1675 Şenliği'nde de soytarılık yapan ve dans eden Tulumcular vardı. Bunlar oyun alanına giren halkı türlü soytarılıklarla geriye sürer, katırları boyayıp halkı eğlendirirdi. Yabancı bir tanık şöyle yazar:

"(.) Halkı sürekli olarak düzenli bir biçimde tutmak için görevlendirilmiş kişiler bulunuyordu. Bunlara da Tulumcu deniliyordu. Çünkü ellerinde koyun derisinden havayla şişirilmiş, üstlere yağlı ve ziftli tulumlar taşıyorlardı. Türkler (üstlerindeki güzel giysilerinin kirlenmemesine çok dikkat ettikleri için) bu adamlardan şeytan görmüş gibi kaçıyorlar, çünkü zaman geldiğinde bunlar hiç çekinmeden yağlı tulumlarıyla vurmaya başlıyorlar; kemik kırmıyor, ama üstü başı kirletiyorlardı. Tulumcuların külahlarının kenarlarında çıngırakları vardı. Bu şenlikte soytarılardan da iki yüz kadar vardı. Bir de at üstünde iki çavuşları bulunuyordu. Bunlar "ruaan-I zevdle alüde olmuş tulumlar" ile düzeni sağlamalarının yanısıra, çeşitli soytarılıklar yapıyorlar ve oyun çıkarıyorlardı. Bunlar "dahi alay gösterüb Tulumcubaşı at üzere hasırdan çultar şeker külahından miğfer örünüb birkaç Tulumcular piyade ipten rikabına yapışup etraflarında olan seyircileri selamlayarak ve onlarla şakalar yaparak geçiyorlardı.

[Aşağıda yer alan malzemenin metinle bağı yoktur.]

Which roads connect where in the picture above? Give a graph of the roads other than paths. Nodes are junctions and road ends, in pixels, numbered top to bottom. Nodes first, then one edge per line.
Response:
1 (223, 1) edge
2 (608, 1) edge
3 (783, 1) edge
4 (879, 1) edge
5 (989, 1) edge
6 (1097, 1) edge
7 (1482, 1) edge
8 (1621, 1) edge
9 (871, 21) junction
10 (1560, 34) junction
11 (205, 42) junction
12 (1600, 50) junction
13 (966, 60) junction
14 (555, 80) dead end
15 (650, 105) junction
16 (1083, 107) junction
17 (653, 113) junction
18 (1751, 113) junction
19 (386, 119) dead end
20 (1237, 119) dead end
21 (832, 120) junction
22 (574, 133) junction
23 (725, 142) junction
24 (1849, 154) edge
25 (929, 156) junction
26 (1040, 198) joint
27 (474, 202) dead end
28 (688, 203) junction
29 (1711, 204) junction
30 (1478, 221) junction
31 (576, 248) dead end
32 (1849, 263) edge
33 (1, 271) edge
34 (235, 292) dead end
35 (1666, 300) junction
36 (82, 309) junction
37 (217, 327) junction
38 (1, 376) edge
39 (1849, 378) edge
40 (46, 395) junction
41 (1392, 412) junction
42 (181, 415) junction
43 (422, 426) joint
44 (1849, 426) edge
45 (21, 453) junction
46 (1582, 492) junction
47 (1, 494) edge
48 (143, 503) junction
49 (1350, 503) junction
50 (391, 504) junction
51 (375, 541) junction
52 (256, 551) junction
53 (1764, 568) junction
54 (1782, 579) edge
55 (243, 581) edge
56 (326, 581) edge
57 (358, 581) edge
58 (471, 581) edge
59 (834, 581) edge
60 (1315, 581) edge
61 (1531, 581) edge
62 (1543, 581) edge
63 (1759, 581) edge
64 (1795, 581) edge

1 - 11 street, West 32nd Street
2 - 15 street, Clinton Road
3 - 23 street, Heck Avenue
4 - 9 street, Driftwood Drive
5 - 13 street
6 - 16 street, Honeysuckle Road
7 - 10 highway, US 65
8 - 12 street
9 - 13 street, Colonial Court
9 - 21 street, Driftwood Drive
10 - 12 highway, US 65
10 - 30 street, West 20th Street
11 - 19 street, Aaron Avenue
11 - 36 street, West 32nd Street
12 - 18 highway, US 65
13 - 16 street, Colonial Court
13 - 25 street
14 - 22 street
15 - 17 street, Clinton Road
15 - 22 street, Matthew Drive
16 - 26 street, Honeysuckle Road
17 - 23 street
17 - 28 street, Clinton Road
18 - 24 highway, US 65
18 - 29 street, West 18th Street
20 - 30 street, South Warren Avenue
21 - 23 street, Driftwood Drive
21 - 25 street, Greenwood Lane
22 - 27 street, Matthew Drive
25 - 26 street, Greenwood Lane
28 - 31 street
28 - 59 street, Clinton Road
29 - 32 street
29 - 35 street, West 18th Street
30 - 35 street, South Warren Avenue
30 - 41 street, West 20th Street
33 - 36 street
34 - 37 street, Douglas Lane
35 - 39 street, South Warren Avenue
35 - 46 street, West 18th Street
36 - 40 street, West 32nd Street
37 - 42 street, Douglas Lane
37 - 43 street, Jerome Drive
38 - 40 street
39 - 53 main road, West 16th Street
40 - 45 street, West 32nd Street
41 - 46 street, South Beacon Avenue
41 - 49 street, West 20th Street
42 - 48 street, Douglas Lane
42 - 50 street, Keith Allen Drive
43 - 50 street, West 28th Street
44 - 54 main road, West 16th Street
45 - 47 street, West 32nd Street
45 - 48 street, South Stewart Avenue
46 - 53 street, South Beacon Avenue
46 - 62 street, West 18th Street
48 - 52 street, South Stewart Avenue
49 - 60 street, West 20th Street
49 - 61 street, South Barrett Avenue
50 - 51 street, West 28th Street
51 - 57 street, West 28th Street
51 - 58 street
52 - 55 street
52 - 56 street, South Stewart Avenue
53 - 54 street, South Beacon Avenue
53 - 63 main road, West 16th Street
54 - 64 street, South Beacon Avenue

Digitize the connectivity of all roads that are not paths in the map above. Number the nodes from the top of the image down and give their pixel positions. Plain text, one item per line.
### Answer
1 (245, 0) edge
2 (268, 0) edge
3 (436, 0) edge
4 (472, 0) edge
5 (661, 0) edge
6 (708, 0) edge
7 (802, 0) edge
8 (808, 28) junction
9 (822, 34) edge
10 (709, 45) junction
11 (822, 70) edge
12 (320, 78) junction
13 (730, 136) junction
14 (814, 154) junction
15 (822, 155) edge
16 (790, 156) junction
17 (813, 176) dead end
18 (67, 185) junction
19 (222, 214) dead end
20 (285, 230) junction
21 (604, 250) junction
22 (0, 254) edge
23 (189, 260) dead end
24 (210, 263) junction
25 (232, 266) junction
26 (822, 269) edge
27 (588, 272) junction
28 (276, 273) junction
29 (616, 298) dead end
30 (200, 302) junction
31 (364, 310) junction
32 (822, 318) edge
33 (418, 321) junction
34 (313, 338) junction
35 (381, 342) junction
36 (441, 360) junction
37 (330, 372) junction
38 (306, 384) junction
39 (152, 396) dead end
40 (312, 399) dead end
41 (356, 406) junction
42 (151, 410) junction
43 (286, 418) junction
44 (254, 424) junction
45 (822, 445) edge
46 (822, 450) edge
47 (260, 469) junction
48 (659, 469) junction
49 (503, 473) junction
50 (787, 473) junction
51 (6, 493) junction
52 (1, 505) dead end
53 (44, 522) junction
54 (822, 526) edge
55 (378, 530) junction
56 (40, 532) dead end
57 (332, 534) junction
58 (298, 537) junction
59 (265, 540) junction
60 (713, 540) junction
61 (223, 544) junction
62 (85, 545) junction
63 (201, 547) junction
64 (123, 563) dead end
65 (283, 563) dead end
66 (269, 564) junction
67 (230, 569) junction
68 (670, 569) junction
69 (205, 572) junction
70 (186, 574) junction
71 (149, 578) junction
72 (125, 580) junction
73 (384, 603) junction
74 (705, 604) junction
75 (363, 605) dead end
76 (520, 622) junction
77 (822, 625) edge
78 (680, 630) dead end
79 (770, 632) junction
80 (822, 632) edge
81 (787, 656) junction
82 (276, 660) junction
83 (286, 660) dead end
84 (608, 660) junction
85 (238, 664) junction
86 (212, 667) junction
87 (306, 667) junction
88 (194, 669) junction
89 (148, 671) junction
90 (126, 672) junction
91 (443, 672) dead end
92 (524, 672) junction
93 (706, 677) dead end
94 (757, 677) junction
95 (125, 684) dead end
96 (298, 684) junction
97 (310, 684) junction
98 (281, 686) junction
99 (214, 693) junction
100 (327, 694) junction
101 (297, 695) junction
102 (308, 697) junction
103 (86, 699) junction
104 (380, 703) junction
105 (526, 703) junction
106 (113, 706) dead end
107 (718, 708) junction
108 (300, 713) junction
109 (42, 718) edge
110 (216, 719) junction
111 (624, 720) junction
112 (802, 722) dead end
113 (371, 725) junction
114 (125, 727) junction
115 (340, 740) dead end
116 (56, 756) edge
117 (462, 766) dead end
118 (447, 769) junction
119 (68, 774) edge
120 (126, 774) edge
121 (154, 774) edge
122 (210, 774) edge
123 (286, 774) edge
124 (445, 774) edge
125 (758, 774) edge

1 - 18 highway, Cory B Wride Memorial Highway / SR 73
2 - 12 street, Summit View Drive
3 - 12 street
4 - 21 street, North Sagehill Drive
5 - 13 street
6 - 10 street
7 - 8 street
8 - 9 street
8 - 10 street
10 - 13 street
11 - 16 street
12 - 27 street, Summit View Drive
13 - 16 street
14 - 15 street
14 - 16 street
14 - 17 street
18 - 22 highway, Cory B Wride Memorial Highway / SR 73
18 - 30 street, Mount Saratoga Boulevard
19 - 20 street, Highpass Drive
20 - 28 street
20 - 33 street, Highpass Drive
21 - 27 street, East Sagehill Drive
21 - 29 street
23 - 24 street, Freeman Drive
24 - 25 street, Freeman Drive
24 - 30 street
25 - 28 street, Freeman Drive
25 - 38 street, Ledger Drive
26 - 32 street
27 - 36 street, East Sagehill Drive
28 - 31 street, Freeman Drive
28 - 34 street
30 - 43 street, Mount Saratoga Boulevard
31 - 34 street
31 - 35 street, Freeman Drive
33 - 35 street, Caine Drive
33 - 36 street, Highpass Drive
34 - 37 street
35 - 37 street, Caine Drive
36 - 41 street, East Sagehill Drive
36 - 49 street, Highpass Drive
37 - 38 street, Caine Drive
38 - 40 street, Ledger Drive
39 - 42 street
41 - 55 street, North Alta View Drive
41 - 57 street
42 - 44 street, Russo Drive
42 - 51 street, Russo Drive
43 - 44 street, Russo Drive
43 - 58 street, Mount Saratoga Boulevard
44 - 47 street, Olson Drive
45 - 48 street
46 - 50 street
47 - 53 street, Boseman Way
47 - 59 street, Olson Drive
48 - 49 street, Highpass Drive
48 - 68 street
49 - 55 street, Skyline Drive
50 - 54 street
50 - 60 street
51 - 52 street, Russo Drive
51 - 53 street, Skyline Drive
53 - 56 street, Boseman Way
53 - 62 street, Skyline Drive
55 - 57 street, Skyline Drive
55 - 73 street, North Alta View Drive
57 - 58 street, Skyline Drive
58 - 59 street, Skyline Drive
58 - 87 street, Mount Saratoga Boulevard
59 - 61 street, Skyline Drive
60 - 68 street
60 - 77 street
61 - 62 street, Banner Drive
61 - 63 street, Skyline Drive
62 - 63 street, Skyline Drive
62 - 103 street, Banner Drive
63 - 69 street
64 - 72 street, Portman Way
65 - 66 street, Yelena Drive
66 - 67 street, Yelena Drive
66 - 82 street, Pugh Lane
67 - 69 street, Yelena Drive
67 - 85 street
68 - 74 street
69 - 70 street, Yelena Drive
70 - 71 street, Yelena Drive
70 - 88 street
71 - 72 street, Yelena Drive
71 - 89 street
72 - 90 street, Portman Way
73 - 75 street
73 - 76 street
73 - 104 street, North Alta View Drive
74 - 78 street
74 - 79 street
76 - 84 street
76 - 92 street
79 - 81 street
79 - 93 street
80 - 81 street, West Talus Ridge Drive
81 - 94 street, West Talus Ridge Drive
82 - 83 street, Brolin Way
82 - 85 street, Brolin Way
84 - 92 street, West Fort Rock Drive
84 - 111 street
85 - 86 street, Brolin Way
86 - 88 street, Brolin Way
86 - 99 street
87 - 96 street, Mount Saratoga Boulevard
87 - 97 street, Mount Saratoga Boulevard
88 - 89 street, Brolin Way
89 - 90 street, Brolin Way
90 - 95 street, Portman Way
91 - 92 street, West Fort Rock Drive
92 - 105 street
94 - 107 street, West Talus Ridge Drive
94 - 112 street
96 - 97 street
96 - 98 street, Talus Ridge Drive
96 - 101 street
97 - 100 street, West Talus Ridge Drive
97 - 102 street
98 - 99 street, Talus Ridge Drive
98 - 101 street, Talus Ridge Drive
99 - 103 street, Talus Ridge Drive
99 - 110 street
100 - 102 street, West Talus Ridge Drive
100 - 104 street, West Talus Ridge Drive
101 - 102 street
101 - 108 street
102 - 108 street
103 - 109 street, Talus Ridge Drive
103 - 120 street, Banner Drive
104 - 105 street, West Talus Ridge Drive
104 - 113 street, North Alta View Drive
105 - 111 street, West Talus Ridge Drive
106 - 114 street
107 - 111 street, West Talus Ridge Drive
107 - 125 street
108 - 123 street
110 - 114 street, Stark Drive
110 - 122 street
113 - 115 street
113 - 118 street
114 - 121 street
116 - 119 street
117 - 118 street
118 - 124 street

Tulumcuların yabancı konuklara birşey demediklerini, konuk oldukları için onlara hoş görüyle davrandıklarını da anlarız: Covel, "onların Türklere geçirmedikleri yerlerden biz yabancılar rahatlıkla geçiyorduk. Bize birşey söylemiyorlardı." der. XV. yy. Yazmasında da ll. Beyazıt dönemindeki Tulumcularla ilgili olarak örnek verilir.
Padişah ll.Beyazıt döneminin ünlü soytarılarından Aseli adındaki bineva merkebe binmiş, başka bineva'lar da ellerinde tulumlar, yüzleri maskeli ya da bavalı olarak geçmişlerdir; merkebe binmiş olan Aseli'nin bir dergiden zart denilen nükteleri okuduğunu ve binevaların karşılıklı söyleşmeye geçtiklerini öğreniriz. Türk şenliklerini seyreden yabancılar da bunları "grotesk görünüşlü Tulumcular maskaralık yaptı", "düzeni sağlayan soytarılar", "şaklabanlık yapan ve skeçler oynayan" kişiler olarak anlatırlar. Zamanları, yerleri.1720 Şenliği'nde, ll.Beyazıt Dönemi'nde, 1582 Şenliği'nde bulunmuşlardır. At meydanı'nda Edirne ve İstanbul'da dansetmişlerdir.